Kelak, jika peradilan desa dapat direalisasikan, akan merujuk pada sistem adat istiadat yang dianut setiap desa. Peradilan ini pun akan lebih diarahkan ke media perdamaian antara pihak yang berperkara. Diakui Reydonnyzar, sistem peradilan desa seperti ini pernah diterapkan pada masa pemerintah Hindia Belanda, seperti sistem nagari di Minangkabau dan gampong di Aceh. 

”Kepala desa dengan pertimbangan sistem adat istiadat yang dianut akan memimpin peradilan desa, dan biarlah hal-hal kecil diselesaikan di tingkat desa,” ujar Reydonnyzar. Peradilan desa ini juga relevan dengan Peraturan Mahkamah Agung (Perma) Nomor 2 Tahun 2012, yang menyatakan bahwa kasus pidana di bawah Rp 2,5 juta tidak perlu disidangkan. 
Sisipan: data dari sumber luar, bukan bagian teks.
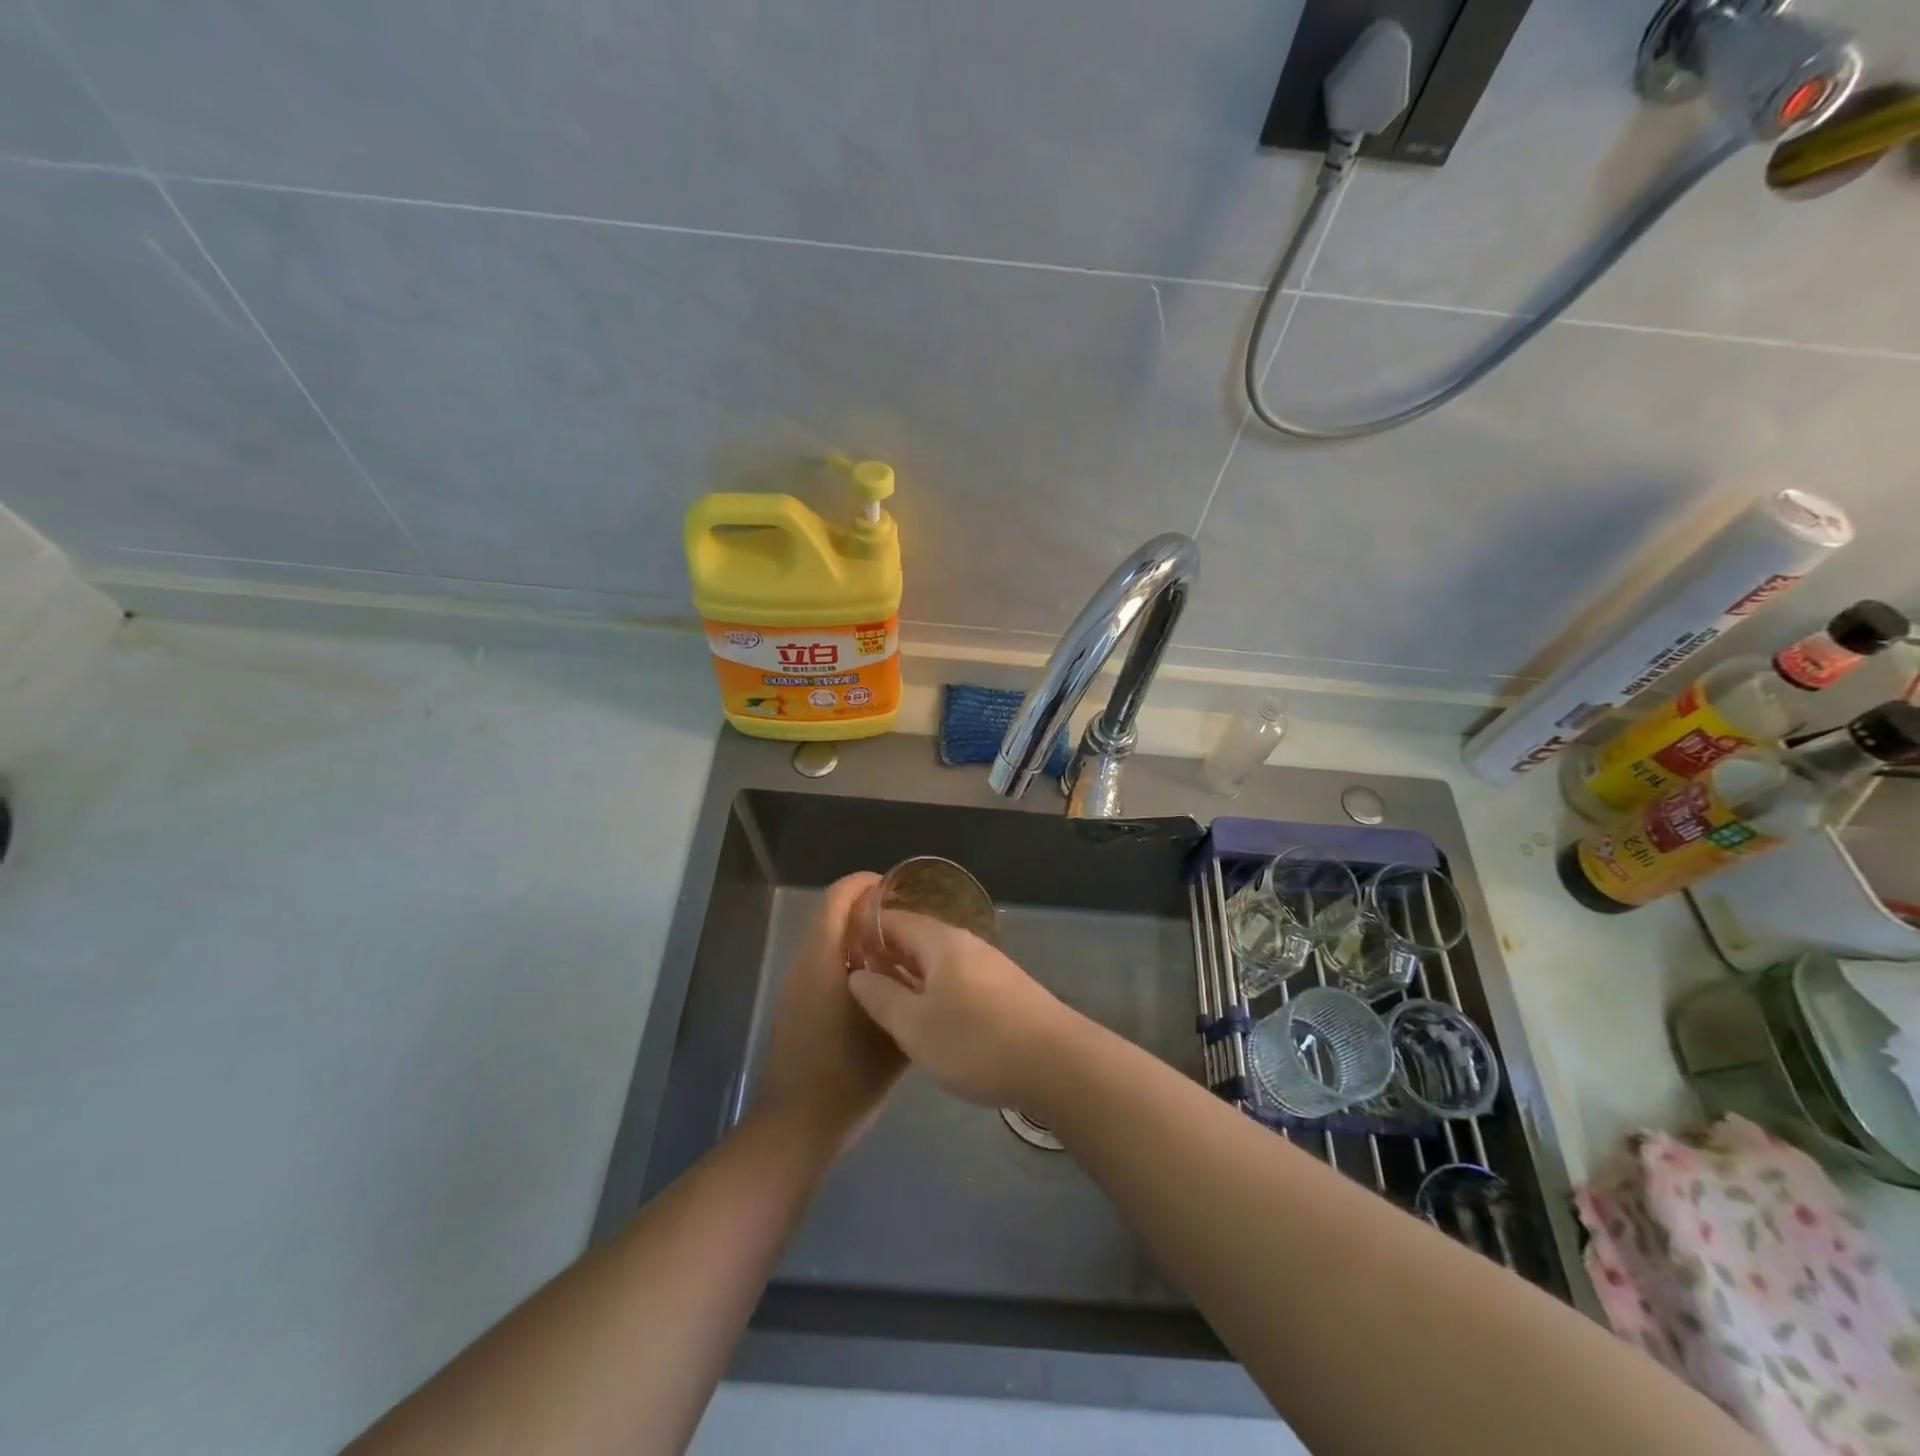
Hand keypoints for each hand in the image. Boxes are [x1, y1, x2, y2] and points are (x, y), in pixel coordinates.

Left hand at [755, 872, 905, 1151]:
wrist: (798, 1126)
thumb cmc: (848, 1075)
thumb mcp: (893, 1033)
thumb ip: (907, 994)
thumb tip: (926, 971)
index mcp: (824, 961)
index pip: (837, 899)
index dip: (863, 884)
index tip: (895, 887)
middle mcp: (804, 966)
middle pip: (829, 917)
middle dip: (864, 909)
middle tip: (905, 919)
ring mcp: (795, 988)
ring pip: (825, 942)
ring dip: (854, 935)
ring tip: (897, 948)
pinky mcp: (795, 1008)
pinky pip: (821, 966)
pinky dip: (846, 959)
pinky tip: (876, 984)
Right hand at [846, 903, 1075, 1108]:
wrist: (1057, 1064)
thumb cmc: (976, 1041)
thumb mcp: (915, 1026)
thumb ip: (881, 997)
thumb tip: (857, 973)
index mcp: (941, 941)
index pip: (893, 920)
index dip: (863, 932)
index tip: (837, 953)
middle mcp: (966, 944)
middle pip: (917, 939)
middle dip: (886, 955)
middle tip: (855, 982)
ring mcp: (989, 967)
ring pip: (938, 962)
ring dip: (910, 976)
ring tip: (884, 1003)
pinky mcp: (1005, 991)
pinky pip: (957, 980)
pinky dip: (934, 991)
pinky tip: (928, 1019)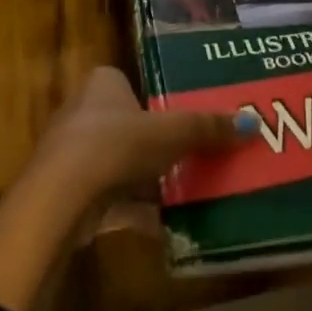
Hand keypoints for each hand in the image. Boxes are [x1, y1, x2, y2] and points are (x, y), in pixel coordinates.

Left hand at [27, 66, 248, 216]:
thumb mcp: (170, 133)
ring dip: (149, 181)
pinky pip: (113, 201)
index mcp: (102, 84)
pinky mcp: (71, 197)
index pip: (129, 82)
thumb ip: (207, 128)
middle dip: (157, 144)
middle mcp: (83, 113)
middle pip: (129, 125)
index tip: (185, 118)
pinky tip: (169, 228)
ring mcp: (73, 156)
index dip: (156, 98)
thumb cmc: (114, 145)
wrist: (58, 202)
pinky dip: (138, 212)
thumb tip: (252, 123)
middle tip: (194, 156)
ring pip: (121, 165)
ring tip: (189, 192)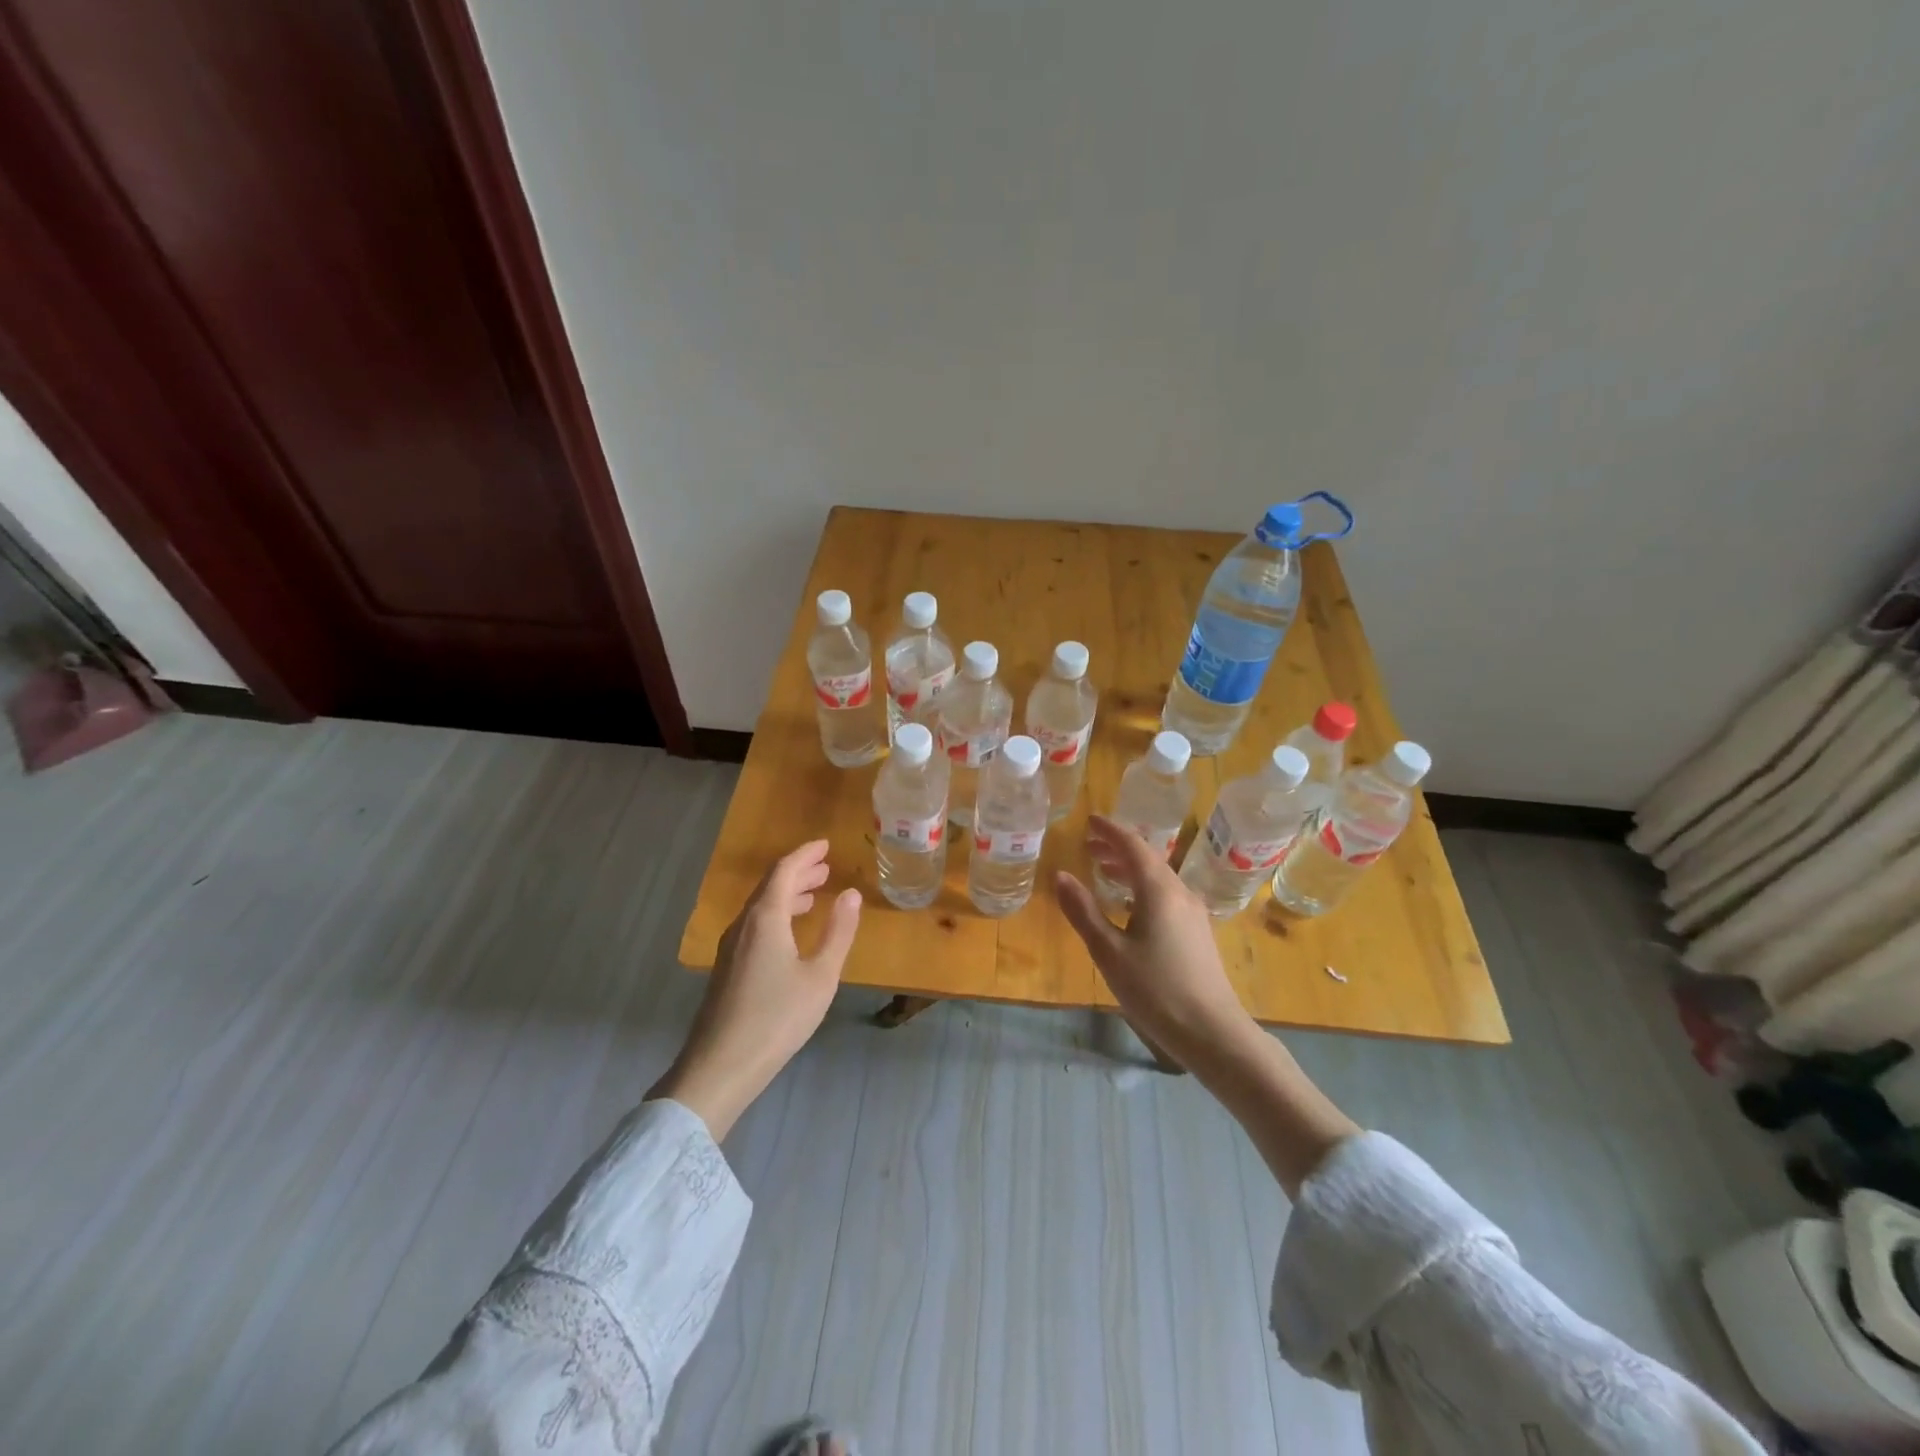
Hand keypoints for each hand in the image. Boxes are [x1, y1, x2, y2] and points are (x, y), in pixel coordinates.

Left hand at [649, 841, 860, 1139]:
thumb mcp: (820, 976)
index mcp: (765, 918)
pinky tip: (790, 933)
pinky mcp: (727, 968)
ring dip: (787, 895)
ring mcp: (730, 947)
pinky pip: (754, 925)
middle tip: (825, 868)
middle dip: (799, 873)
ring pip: (760, 907)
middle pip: (770, 886)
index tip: (826, 845)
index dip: (806, 854)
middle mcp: (743, 924)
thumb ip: (838, 932)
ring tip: (814, 896)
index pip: (784, 871)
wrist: (720, 1066)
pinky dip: (777, 915)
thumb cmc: (777, 1018)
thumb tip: (851, 893)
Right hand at [1055, 815, 1253, 1068]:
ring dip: (1130, 869)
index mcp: (1158, 890)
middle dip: (1117, 848)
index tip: (1089, 820)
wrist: (1212, 1032)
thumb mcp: (1109, 952)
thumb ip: (1083, 911)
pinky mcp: (1198, 932)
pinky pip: (1166, 895)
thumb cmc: (1155, 990)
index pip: (1132, 845)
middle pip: (1147, 858)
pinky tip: (1130, 906)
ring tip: (1102, 871)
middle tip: (1088, 846)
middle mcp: (1179, 892)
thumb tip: (1060, 875)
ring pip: (1158, 877)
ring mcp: (1193, 913)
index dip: (1109, 831)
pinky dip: (1142, 887)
Pakar hukum pidana, Indriyanto Seno Adjie. Ia mengatakan, gagasan peradilan desa itu punya tujuan baik. Hanya saja, perlu memperhatikan prosedur dan substansi peradilan itu sendiri. ”Semua harus jelas,” kata Indriyanto. Jika menilik sejarah, dulu peradilan adat menyidangkan hukum adat di desa-desa tertentu. Tetapi, dengan diberlakukannya UU Darurat Nomor 1 Tahun 1951, peradilan adat dihapuskan. “Sejak itu, semua perkara dalam sistem peradilan desa, baik pidana maupun perdata, diserahkan ke pengadilan negeri,” ungkap guru besar hukum pidana.(ELF) 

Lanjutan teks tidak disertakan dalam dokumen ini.